- Known for: Research on the Cryopshere - melting sheet ice, rising sea levels
- Awards: AGU Cryosphere Early Career Award
- Scientific career
- Institutions: Professor at McGill University
- Website: http://www.natalyagomez.com

= Natalya Gomez =

Canadian cryosphere researcher

Natalya Gomez is a professor, researcher, cryosphere and sea level expert whose research primarily centers around the interactions between ice sheets, sea level, and earth in the past, present and future. Gomez is a professor at McGill University, a Canada Research Chair in Geodynamics of Ice sheet - Sea level interactions, and received the AGU Cryosphere Early Career Award in 2019.

==Academics and career==
Gomez received her bachelor's degree in Physics, with a math minor (2006), and her master's degree in Geophysics and Environmental Studies (2009) at the University of Toronto. Gomez earned her PhD at Harvard University in the Department of Earth and Planetary Sciences. Her thesis was on sea level and ice sheet interactions, advised by Professor Jerry X. Mitrovica. Gomez's post doctoral work was done at the Courant Institute of Mathematical Science at New York University. She is currently a professor in the Earth & Planetary Sciences Department at McGill University & the Canada Research Chair in the Geodynamics of Ice Sheet - Sea Level interactions.
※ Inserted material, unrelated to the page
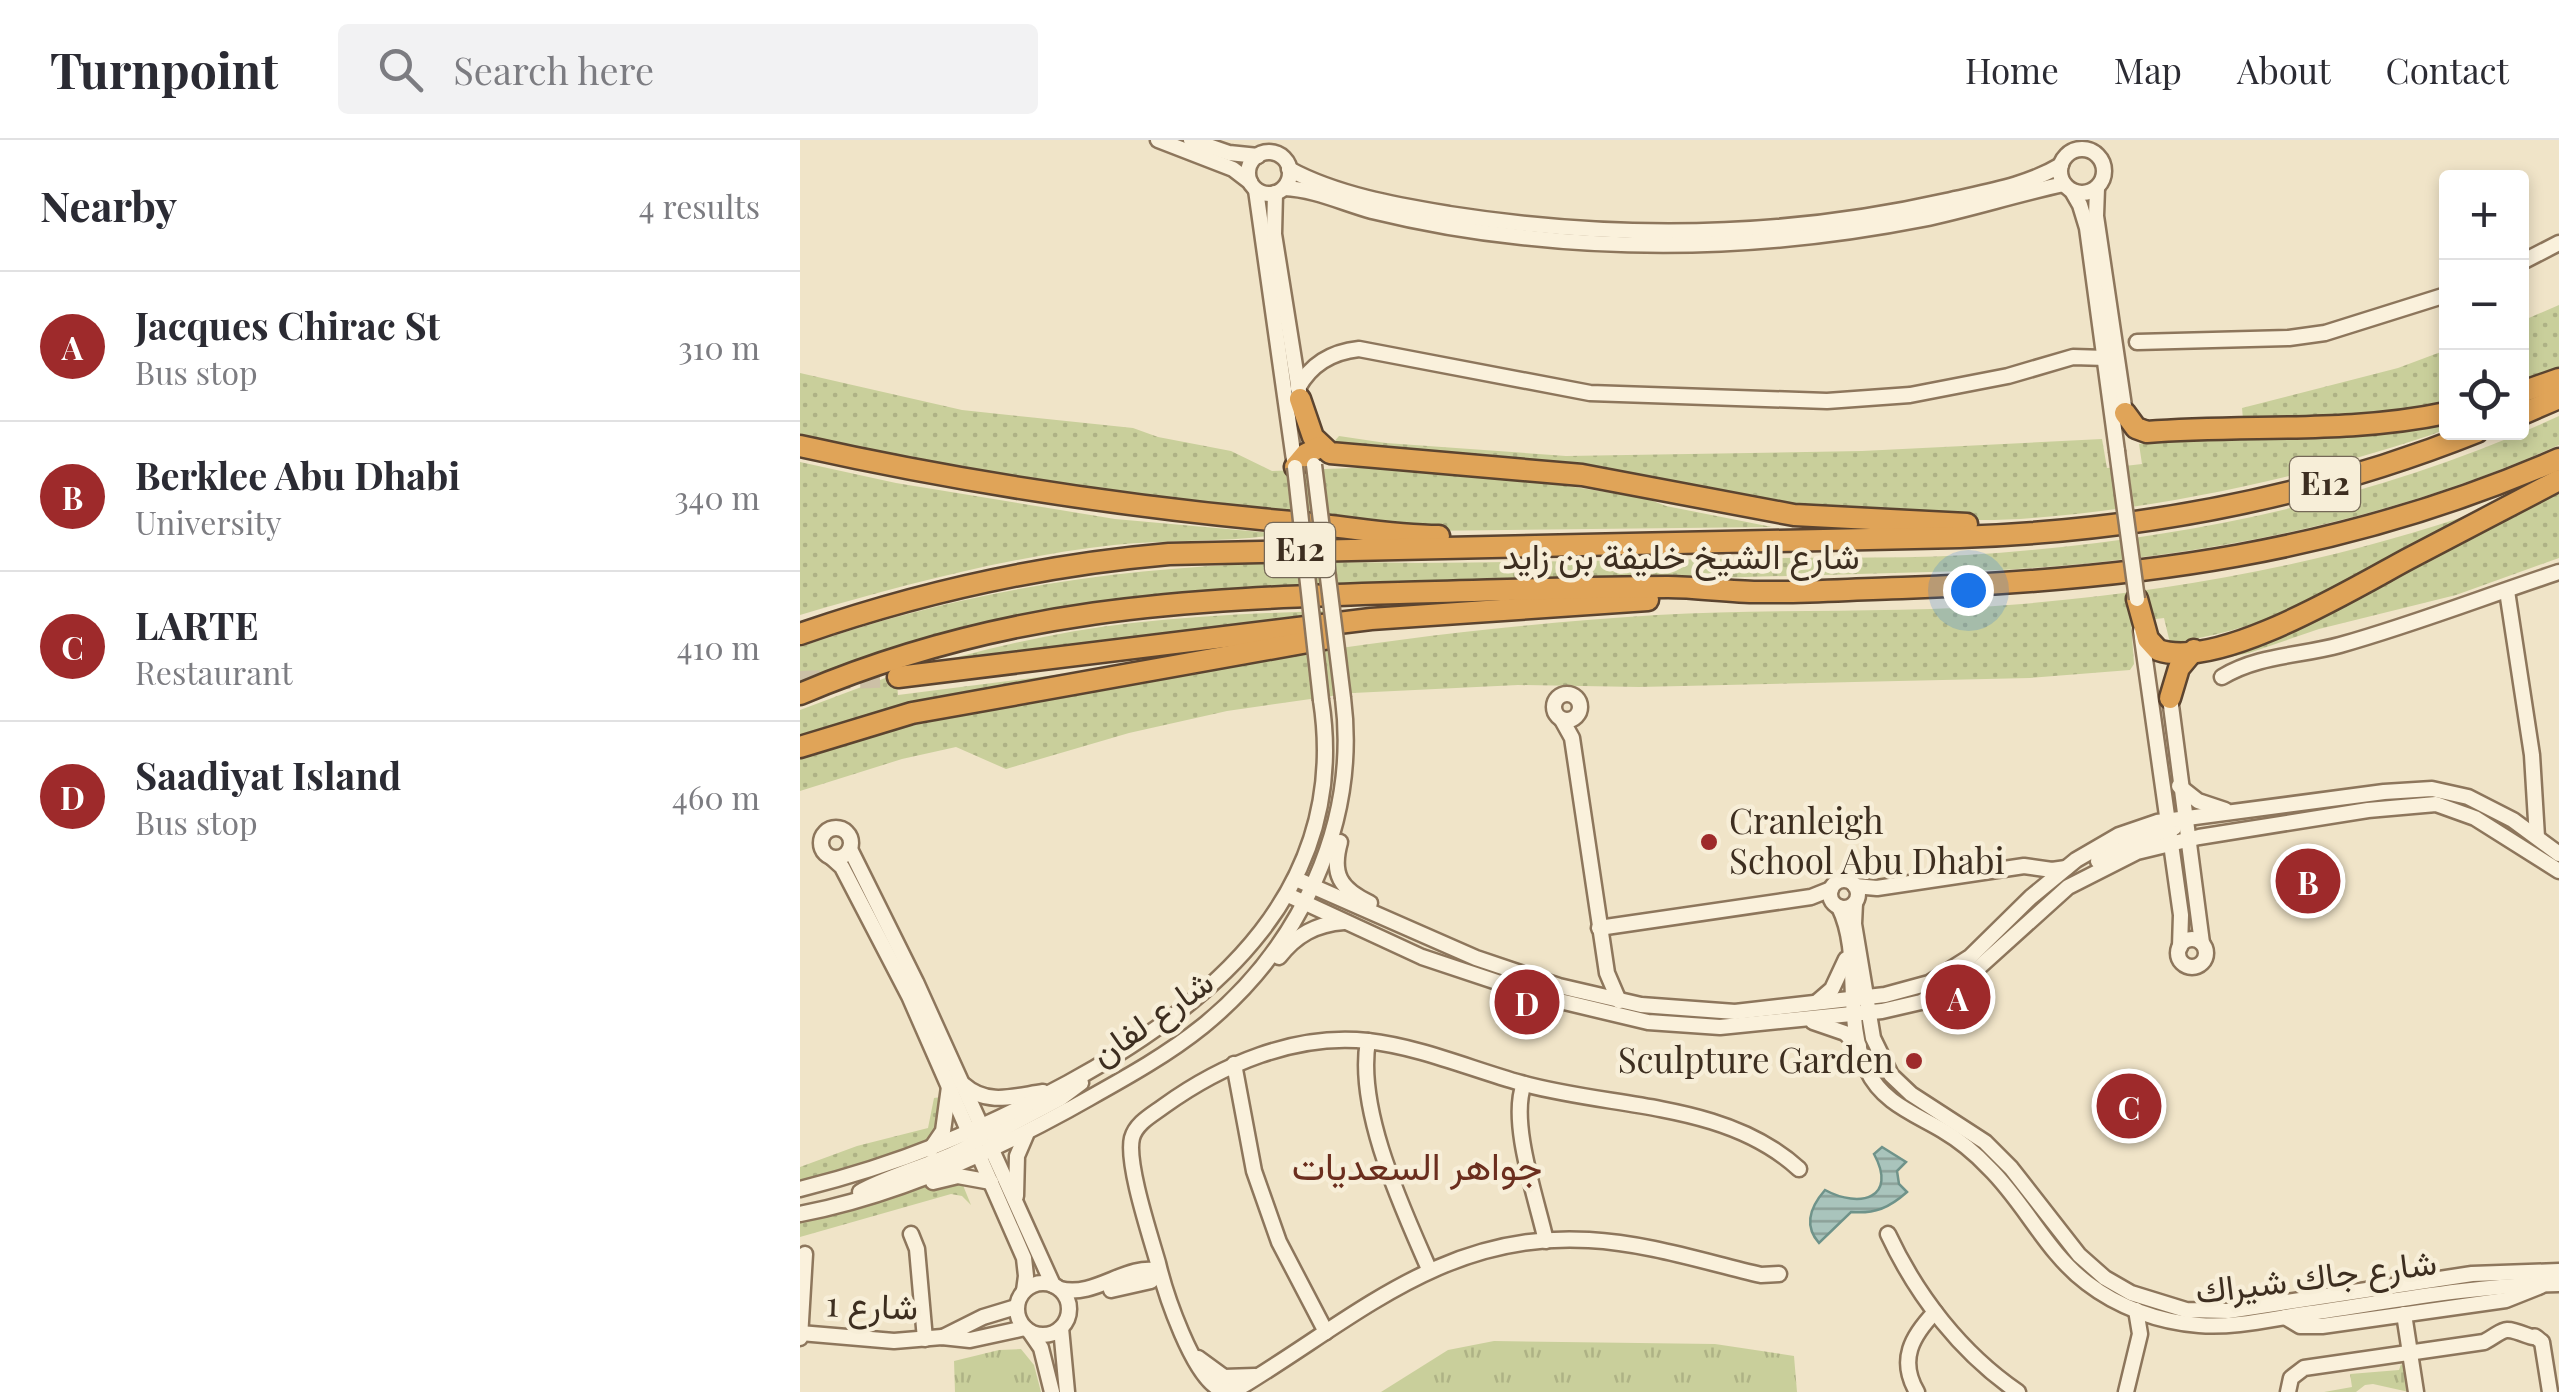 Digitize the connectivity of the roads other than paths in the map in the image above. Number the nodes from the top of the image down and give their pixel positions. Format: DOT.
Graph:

Much of Gomez's work focuses on creating a better understanding what the future climate will look like based on both the past and current actions/patterns. Her research examines how the continual emission of greenhouse gases will affect our atmosphere and temperature, specifically rising sea levels due to melting ice sheets near the Northern and Southern poles. For a list of Natalya Gomez's publications: see her Google Scholar profile

Gomez's work draws on climate science, glaciology and global geophysics and aims to model and understand records of the Earth's response to past and ongoing climate change and improve predictions of future sea level rise as the climate warms. She is credited with identifying the importance of the stabilizing feedback of gravitationally self-consistent sea-level changes onto the stability and dynamics of marine ice sheets, and she has also explored the role of the rheology of the solid Earth on ice sheet and sea level evolution.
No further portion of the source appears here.